Talk practices disintegrated artworks: FRIDA SANDSTRÖM
Saturday 19 September 2020, 16:00
Frida Sandström is a writer and critic based in Copenhagen. She is a contributing editor at Paletten Art Journal, and a PhD fellow in Modern Culture at the Department of Arts and Cultural Studies at the University of Copenhagen. Her writing is published in Swedish and international newspapers, journals, anthologies and publications, and as a guest teacher and lecturer in Contemporary Art and Dance Theory, Sandström has visited art academies and art schools across Sweden. She has curated cross-disciplinary and discursive programmes for Moderna Museet (2018), Nya Småland (2018) and Public Art Agency Sweden (2019), and through 2019-2020 she ran the online residency program and editorial platform ‘Liquid Fiction’.

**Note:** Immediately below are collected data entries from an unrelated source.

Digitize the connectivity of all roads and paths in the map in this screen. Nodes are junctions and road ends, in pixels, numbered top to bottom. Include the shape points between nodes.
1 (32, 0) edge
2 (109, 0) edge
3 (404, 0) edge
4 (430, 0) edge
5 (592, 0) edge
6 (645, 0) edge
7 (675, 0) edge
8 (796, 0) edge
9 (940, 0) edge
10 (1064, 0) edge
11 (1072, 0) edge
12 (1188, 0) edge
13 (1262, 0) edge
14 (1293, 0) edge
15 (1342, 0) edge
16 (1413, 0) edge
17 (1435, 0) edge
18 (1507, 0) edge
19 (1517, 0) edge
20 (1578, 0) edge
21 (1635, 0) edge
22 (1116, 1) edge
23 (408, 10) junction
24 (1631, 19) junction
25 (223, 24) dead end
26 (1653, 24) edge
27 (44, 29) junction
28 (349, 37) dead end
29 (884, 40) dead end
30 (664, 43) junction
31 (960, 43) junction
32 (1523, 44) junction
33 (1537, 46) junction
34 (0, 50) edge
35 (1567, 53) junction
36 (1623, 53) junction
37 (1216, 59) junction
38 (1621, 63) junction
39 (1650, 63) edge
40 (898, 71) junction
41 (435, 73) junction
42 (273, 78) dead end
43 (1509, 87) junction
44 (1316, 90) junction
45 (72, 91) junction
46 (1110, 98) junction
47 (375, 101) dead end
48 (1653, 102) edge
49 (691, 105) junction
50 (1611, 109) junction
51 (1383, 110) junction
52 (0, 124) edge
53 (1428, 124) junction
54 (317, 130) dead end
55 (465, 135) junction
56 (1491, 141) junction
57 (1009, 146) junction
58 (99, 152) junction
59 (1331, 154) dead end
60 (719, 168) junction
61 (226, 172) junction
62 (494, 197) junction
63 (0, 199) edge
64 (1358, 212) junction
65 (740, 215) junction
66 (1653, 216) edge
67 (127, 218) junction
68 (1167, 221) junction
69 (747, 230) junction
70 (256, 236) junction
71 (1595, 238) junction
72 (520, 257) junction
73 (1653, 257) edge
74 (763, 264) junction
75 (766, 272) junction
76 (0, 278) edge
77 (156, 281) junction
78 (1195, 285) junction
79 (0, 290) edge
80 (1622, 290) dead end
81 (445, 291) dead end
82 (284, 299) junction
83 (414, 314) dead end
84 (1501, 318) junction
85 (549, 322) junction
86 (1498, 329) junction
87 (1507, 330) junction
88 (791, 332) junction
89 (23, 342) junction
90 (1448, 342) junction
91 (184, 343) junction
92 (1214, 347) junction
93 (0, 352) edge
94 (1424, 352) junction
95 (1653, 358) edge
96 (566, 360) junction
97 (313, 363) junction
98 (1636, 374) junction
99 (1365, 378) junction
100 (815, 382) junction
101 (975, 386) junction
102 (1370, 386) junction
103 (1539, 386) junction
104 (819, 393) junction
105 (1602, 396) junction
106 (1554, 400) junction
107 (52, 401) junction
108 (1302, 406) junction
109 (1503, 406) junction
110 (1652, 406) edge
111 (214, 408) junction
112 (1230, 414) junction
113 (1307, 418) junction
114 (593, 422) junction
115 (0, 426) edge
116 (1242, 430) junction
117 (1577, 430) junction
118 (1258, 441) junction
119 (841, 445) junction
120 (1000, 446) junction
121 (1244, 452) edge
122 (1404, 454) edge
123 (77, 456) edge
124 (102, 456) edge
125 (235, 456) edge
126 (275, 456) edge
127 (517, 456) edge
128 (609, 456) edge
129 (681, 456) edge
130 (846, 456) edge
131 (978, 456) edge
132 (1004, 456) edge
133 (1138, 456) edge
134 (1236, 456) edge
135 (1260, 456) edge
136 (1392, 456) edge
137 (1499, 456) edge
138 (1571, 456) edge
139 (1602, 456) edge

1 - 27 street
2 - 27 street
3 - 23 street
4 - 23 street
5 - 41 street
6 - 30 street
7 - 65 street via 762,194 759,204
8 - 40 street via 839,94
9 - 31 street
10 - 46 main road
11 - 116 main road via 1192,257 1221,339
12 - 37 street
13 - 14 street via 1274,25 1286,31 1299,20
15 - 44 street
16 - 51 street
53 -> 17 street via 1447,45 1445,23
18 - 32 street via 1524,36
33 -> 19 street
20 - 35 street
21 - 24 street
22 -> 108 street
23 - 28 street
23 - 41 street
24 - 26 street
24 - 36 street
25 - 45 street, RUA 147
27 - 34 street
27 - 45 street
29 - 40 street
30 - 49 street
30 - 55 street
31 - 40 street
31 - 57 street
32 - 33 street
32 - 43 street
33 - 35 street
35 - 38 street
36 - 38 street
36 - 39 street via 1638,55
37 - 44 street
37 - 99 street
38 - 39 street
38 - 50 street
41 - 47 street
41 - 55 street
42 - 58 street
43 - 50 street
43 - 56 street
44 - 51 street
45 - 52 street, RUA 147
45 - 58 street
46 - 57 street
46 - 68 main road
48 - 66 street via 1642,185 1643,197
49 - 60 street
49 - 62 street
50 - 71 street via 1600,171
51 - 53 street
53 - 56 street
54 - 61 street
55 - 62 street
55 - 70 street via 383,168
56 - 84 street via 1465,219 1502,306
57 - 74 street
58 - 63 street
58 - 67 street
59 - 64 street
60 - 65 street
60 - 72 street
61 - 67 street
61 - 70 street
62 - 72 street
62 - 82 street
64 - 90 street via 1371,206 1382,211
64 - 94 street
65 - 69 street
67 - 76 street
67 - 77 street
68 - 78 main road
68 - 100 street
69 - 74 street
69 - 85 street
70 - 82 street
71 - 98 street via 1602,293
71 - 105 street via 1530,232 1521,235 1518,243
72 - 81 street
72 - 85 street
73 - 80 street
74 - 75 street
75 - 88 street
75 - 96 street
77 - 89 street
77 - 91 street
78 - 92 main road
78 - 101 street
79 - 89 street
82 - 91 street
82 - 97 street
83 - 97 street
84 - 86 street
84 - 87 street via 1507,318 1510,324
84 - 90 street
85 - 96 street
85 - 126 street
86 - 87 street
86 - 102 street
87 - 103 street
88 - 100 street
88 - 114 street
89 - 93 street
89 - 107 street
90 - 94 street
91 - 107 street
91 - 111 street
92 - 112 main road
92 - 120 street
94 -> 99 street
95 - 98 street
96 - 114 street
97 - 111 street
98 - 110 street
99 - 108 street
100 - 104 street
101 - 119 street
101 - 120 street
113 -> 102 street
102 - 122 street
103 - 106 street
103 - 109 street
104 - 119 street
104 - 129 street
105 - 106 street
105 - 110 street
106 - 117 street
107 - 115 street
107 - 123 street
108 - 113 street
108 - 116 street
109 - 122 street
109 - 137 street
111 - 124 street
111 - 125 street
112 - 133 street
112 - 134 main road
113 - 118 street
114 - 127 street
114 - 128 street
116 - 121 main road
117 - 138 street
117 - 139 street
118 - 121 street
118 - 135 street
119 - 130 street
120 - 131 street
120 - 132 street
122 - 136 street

For Leaking Container, Frida Sandström presents a talk flowing into discussion, under the tentative title “A self-conscious illusion: immanent objections to production”. Sandström highlights connections between ‘Liquid Fiction’ and her current PhD research regarding the ‘disintegrated’ artwork of today, and how it may be understood in relation to other changes in society.
Sandström’s talk departs from a research paper seeking to reinterpret the appearance of the 1968 art-theoretical concept of ‘dematerialisation’, introduced as the Western concept of art merged with everyday life during the downfall of the avant-garde, predicting an ascendant paradigm of (il)liberal, supposedly ‘dematerialised’ labour – despite the fact that all labour is material. Different from neighbouring post-Marxian concepts such as ‘immaterial’, ‘cognitive’ or ‘emotional’, the concept allows us to analyse closer a shift: the moment at which labour is turned ‘into a demonstration of itself’, which consequently helps us to ignore its actual exertion. This is not what Lucy Lippard meant, yet this differently distributed mode of production – virtual or not – circulates its living labour as seemingly dematerialised, disintegrated products – formal reception being essential to its materialisation and valorisation (as art objects, as commodities).